Desert elephants have been seen venturing to the coast to surf the dunes and create their own symphony. We track elephants on foot - they're always around the bend, judging by fresh elephant droppings, until the sun reflecting in a canyon of clay "castles" beats us back. Our vehicles soon turn back as well, as an unexplored river bed that might leave them stuck amid lion tracks becomes too forbidding near sunset. No tow trucks here.

But the greatest survivors here are the Himba tribe, some of whom reside just outside the park. Scattered across northern Namibia, they comprise less than one percent of the population.
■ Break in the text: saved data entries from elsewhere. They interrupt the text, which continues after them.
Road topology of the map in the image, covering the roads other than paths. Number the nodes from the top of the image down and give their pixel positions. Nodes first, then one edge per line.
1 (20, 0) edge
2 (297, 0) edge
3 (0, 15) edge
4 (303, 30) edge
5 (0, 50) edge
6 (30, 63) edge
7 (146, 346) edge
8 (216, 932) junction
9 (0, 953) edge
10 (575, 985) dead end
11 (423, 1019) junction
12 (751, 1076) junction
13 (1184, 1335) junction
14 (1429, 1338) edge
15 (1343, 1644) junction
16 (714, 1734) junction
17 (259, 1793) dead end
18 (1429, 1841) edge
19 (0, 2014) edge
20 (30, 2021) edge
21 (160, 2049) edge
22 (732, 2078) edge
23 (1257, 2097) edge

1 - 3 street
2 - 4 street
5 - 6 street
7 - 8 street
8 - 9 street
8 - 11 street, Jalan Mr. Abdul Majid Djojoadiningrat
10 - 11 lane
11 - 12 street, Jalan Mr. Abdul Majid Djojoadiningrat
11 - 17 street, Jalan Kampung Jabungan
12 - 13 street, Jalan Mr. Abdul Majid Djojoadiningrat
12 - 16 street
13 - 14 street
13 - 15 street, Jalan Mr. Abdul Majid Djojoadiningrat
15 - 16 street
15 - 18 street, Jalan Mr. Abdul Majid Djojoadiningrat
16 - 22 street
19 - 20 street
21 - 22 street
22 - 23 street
They haven't changed their nomadic lifestyle in centuries, raising cattle and living in huts of dung and sand with goat innards drying on the roof for some delicacy I manage to miss.
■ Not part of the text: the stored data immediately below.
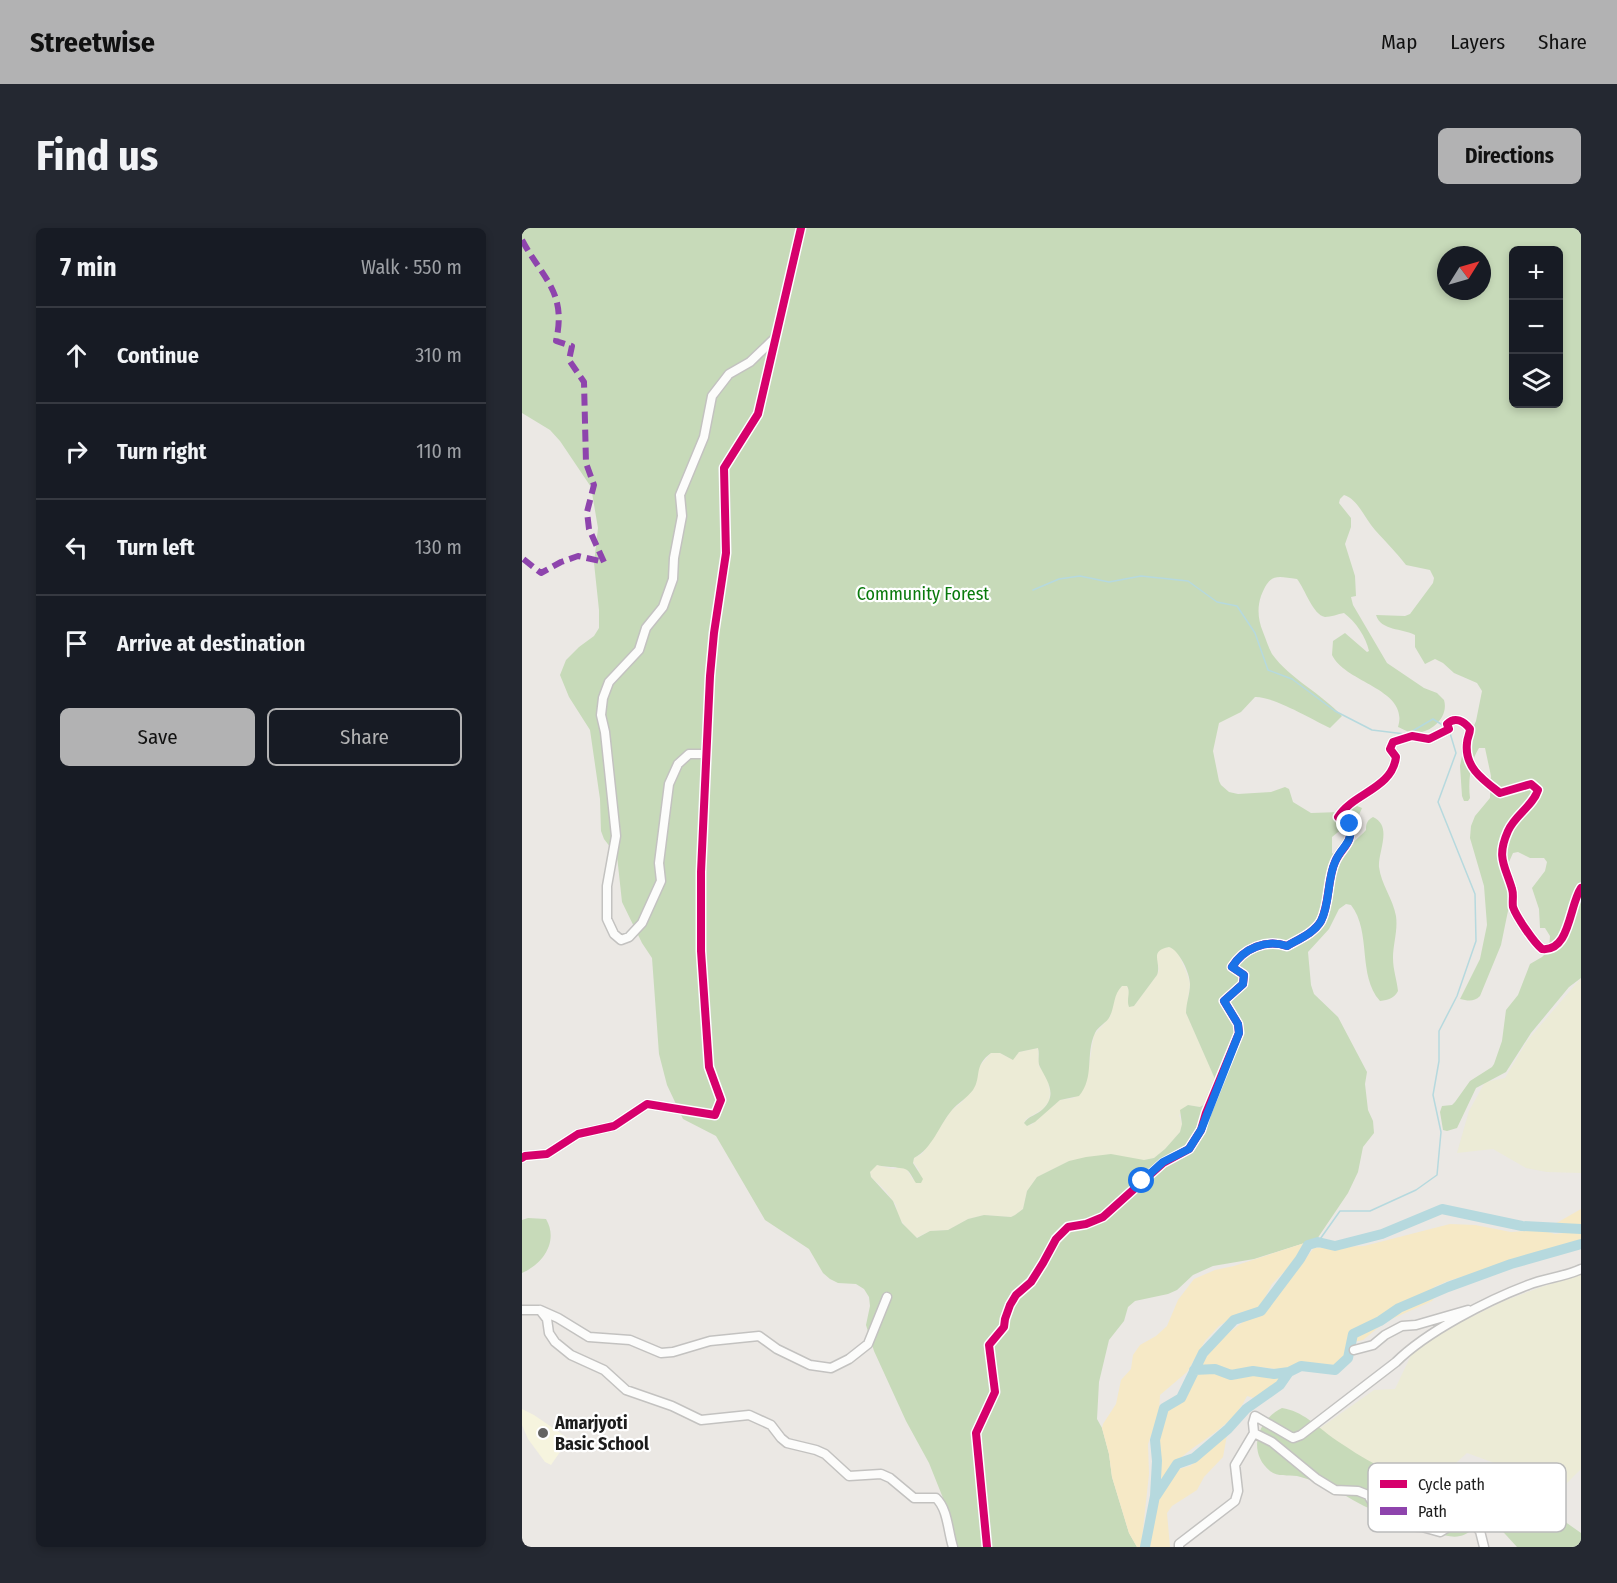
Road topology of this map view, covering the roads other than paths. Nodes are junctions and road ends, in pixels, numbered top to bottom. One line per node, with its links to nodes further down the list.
1 (801, 228): 2 (street)
2 (776, 336): 3 (street); 3 (street)
3 (706, 754): 5 (street)
4 (1581, 888): 16 (street)
5 (522, 1158)
6 (1581, 1269): 8 (street)
7 (887, 1297): 10 (street)
8 (1483, 1305): 11 (street); 12 (street)
9 (522, 1310): 10 (street)
10 (540, 1310): 15 (street)
11 (1354, 1350)
12 (1254, 1433): 13 (street); 17 (street)
13 (1368, 1495)
14 (1480, 1532): 18 (street)
15 (953, 1547)
16 (987, 1547)
17 (1179, 1547)
18 (1484, 1547)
The women are particularly impressive, wearing only goatskin aprons and jewelry, glowing red from a mixture of ochre, an iron ore, mixed with rancid butter, rubbed daily over every square inch, their braided hair coated with mud and hardened like a helmet. These women work hard while the men count their cattle. Their beauty is not one of desolation, but of robust physical strength and a meticulously tended traditional appearance that, say anthropologists, maintains the manner in which they are valued, as well as a hedge of continuity against the vagaries of less-than-stellar modern life.


Contrasts in shadows
It's hard to know what to wish for the Himba. Their refined beauty is well-framed by the harsher beauty behind them. The world is spinning fast, but they have gotten off. No debates over broadband here. But horrors such as the diamond wars farther north in Angola, the heartbreak of AIDS orphans, tribal conflicts, and deprivation magnified by an envy of wealth have missed the Himba in this neck of Namibia. The elements in their neighborhood are so tough that no one hungers for their land — it's safety in lack of numbers.

A drought — the term is relative here — killed enough cattle a couple decades ago to drive some Himba into the towns. They didn't fare well; alcoholism and prostitution were often the byproducts of culture shock. Much farther east, a proposed dam threatens the Himba way of life. But at the Skeleton Coast the bet is that if you drop by in 50 years, or 100, the headman's progeny will still be tending the holy fire, a smoldering log that helps enlist departed paternal ancestors to intercede with their creator. Spartan though the Himba camp is, don't walk on the large, bare expanse between that holy fire at the headman's hut and the corral. You'll disturb a sacred force.